# EXERCISE DIRECTIONS
Once every line in the data that follows has been checked for the word "VANGEPORTEN", give only the number of lines that hold it.
*** Opening SUPPLIED RECORDS ***
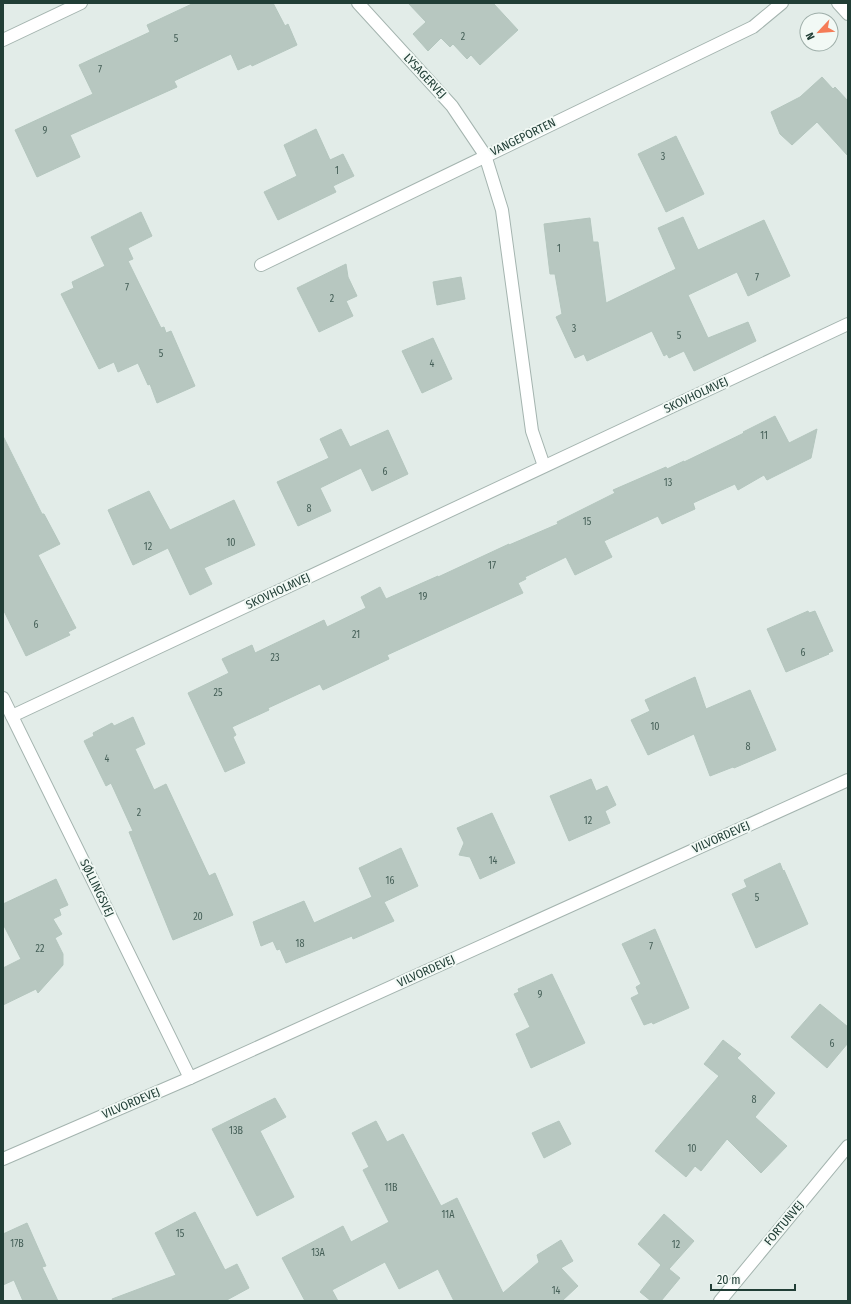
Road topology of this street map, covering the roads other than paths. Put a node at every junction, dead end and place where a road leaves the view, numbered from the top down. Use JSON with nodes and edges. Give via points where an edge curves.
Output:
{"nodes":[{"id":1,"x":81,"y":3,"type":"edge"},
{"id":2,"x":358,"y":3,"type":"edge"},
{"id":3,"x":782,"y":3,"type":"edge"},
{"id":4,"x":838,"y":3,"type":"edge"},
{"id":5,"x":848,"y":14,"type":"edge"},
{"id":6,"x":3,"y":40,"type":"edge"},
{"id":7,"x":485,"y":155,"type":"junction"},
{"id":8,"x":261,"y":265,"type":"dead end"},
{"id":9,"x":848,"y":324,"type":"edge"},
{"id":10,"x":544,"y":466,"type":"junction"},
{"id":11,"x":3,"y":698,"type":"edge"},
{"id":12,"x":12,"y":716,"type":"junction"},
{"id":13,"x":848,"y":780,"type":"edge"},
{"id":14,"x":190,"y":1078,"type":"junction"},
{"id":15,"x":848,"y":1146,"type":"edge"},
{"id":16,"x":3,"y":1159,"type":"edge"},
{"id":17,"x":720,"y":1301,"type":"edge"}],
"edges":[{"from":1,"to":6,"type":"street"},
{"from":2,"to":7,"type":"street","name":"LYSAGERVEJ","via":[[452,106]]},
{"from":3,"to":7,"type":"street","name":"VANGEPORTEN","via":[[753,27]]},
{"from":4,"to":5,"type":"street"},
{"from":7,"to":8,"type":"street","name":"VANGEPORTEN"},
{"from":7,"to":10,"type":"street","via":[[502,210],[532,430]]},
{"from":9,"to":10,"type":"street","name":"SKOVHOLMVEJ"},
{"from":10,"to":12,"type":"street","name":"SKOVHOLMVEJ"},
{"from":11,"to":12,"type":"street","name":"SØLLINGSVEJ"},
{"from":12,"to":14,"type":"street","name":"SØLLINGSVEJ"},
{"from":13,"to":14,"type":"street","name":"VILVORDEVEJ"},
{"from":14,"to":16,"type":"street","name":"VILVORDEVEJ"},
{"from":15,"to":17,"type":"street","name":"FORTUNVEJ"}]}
*** Closing SUPPLIED RECORDS ***
# SOLUTION FOR THIS EXERCISE
2